Exercise objective:
Wherever a line of the listing holds the string "Gordon", copy that line.
[[ Stored data, beginning ]]
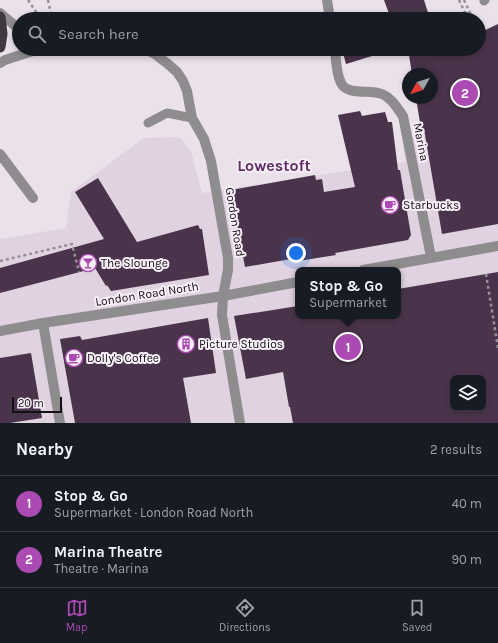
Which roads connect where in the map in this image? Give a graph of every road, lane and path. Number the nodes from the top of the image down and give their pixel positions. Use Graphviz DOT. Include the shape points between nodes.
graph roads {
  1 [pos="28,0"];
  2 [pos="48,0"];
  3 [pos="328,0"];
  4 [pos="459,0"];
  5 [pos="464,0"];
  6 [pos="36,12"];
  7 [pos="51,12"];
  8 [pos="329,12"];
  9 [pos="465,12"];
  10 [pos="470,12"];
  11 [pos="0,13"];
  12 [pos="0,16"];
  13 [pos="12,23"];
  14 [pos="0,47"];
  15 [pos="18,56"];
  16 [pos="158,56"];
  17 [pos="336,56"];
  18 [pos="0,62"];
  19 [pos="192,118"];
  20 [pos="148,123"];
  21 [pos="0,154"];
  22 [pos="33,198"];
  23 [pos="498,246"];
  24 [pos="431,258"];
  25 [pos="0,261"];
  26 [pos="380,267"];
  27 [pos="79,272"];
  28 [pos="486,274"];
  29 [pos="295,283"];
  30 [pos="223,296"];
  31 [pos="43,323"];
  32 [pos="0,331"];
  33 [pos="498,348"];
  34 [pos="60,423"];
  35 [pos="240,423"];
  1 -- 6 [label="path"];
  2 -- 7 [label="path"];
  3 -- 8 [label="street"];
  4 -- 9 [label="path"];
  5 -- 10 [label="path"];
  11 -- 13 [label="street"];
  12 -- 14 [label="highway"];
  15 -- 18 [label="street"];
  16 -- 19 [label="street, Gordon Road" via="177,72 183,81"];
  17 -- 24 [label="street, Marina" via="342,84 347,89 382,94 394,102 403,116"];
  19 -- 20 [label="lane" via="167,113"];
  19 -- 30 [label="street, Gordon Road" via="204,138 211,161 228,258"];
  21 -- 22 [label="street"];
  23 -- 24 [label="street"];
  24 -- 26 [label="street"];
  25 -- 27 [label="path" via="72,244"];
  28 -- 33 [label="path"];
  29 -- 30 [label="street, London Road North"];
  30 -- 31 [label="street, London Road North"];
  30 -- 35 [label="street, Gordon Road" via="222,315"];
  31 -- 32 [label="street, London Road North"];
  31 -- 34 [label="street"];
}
[[ Stored data, end ]]
[[ Stored data, beginning ]]
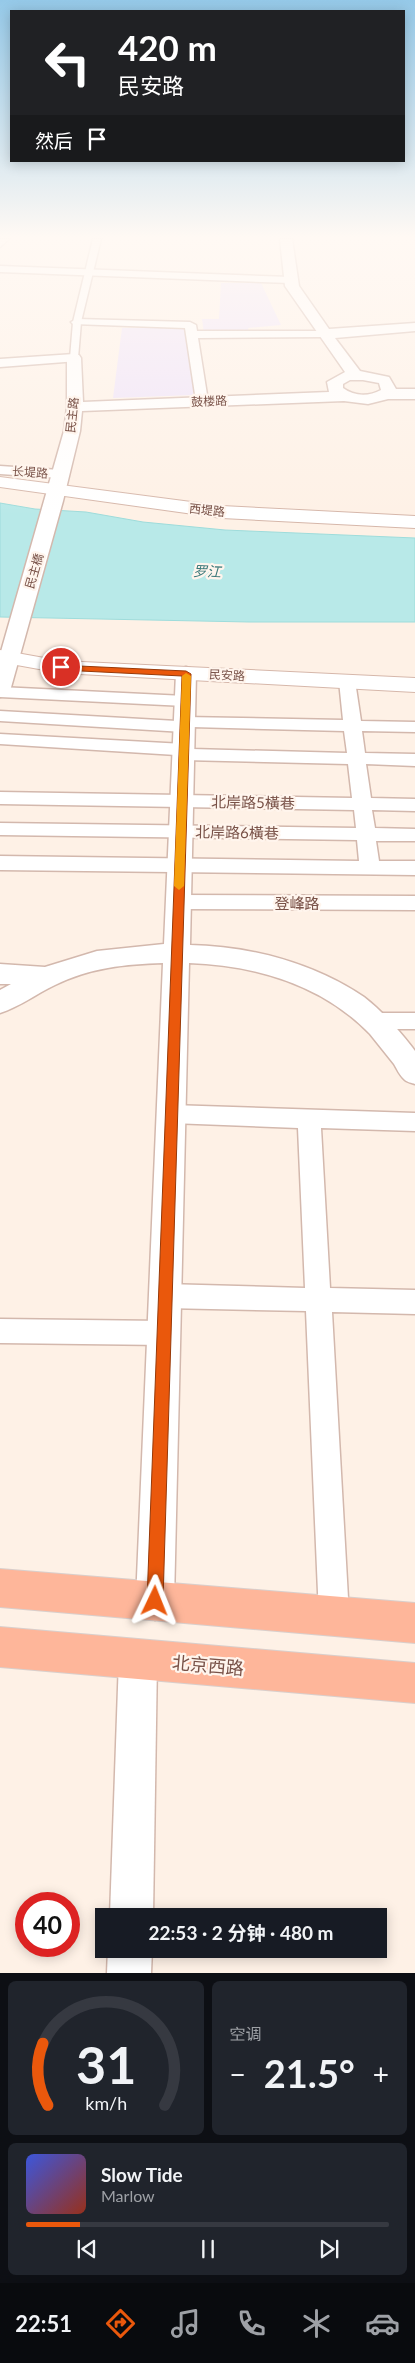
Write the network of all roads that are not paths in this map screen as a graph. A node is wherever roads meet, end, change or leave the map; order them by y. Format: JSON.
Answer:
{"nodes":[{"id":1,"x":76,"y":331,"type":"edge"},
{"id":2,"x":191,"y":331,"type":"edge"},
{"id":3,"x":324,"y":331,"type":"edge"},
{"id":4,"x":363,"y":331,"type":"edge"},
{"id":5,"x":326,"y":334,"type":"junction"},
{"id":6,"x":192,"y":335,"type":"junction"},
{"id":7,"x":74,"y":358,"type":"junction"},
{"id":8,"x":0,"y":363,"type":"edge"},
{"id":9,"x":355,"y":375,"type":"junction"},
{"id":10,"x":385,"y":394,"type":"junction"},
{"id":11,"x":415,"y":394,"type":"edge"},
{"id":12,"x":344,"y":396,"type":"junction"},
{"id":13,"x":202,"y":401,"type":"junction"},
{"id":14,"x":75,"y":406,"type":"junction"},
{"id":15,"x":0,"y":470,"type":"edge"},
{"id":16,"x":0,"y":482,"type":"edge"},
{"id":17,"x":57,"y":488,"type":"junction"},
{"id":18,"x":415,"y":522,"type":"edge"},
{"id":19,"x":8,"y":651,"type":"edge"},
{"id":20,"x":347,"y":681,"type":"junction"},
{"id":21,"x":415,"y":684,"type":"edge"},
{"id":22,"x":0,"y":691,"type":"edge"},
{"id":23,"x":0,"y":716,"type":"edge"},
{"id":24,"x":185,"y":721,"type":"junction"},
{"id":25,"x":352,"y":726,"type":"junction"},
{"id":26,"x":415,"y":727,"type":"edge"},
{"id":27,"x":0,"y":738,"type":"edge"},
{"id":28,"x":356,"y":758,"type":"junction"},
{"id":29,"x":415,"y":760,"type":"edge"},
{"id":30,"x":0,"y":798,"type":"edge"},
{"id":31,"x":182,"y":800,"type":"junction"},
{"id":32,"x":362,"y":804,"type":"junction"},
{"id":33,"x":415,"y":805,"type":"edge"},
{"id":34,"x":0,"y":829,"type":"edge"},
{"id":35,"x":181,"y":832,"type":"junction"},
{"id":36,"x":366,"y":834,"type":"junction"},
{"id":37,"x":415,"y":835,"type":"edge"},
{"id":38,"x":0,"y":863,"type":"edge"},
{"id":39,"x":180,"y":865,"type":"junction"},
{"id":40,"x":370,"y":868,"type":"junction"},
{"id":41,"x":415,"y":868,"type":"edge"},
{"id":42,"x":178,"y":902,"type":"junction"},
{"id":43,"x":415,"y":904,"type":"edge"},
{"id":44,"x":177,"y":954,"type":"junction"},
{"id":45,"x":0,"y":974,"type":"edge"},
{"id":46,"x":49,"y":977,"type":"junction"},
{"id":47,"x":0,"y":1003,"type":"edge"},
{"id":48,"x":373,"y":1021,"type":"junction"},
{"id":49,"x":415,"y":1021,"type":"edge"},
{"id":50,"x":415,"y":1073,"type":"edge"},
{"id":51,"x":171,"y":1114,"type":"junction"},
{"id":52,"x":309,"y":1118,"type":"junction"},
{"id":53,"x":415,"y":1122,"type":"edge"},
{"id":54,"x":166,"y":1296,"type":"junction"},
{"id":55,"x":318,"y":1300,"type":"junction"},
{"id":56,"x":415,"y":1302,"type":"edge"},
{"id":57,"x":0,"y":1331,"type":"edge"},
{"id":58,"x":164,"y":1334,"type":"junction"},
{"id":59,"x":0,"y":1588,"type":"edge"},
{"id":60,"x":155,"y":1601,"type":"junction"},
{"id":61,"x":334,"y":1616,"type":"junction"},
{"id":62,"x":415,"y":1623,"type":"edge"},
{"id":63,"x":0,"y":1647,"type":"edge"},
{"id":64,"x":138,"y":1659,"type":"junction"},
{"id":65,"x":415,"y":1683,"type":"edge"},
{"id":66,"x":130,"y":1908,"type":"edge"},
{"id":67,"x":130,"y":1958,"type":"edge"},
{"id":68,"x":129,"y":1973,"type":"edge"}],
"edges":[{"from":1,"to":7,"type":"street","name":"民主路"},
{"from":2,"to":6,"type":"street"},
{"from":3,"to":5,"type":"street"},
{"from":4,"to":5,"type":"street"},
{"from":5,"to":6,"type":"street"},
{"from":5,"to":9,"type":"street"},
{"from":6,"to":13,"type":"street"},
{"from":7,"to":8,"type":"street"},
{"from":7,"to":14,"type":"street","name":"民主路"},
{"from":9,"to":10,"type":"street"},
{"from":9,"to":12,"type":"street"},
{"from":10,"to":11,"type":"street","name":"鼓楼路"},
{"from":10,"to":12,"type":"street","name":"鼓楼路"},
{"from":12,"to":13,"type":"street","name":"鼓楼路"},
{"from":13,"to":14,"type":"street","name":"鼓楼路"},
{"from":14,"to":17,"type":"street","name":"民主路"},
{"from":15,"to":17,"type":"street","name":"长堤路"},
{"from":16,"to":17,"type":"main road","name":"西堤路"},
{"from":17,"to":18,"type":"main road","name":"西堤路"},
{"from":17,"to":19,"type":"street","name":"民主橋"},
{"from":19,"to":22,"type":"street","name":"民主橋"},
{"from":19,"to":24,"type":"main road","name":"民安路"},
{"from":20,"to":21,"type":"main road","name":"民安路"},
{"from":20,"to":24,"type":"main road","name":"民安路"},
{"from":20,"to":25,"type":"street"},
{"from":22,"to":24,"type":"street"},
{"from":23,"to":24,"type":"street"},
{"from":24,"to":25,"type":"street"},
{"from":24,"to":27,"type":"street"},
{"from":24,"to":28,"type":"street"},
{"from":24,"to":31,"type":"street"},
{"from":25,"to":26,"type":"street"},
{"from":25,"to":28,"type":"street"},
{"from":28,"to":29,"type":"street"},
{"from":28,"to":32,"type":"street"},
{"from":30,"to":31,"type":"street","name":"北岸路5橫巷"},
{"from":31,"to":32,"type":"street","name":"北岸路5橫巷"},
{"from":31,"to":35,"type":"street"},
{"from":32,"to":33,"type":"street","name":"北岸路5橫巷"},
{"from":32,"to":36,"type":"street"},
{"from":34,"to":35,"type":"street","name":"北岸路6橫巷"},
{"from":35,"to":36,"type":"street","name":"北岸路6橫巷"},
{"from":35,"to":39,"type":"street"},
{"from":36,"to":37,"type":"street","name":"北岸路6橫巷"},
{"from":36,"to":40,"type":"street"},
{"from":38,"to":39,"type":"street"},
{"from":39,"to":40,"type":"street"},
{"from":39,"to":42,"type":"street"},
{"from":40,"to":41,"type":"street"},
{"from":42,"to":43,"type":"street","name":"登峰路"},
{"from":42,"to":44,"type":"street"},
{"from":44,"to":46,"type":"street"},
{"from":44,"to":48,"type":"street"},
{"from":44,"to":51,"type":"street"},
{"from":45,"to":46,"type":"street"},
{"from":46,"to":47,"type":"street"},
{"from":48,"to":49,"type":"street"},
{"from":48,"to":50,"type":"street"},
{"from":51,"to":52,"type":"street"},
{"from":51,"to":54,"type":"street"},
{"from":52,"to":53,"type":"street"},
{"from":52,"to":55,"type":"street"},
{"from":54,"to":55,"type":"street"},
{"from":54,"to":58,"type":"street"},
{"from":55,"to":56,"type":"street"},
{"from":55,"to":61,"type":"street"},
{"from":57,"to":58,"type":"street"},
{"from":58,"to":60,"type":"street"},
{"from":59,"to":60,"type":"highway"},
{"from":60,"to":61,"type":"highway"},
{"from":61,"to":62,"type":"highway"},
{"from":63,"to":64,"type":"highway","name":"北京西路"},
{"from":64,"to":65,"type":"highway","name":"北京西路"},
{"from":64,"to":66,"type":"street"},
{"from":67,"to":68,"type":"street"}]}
[[ Stored data, end ]]
Solution for this exercise:
  16 -- 19 [label="street, Gordon Road" via="177,72 183,81"];
  19 -- 30 [label="street, Gordon Road" via="204,138 211,161 228,258"];
  30 -- 35 [label="street, Gordon Road" via="222,315"];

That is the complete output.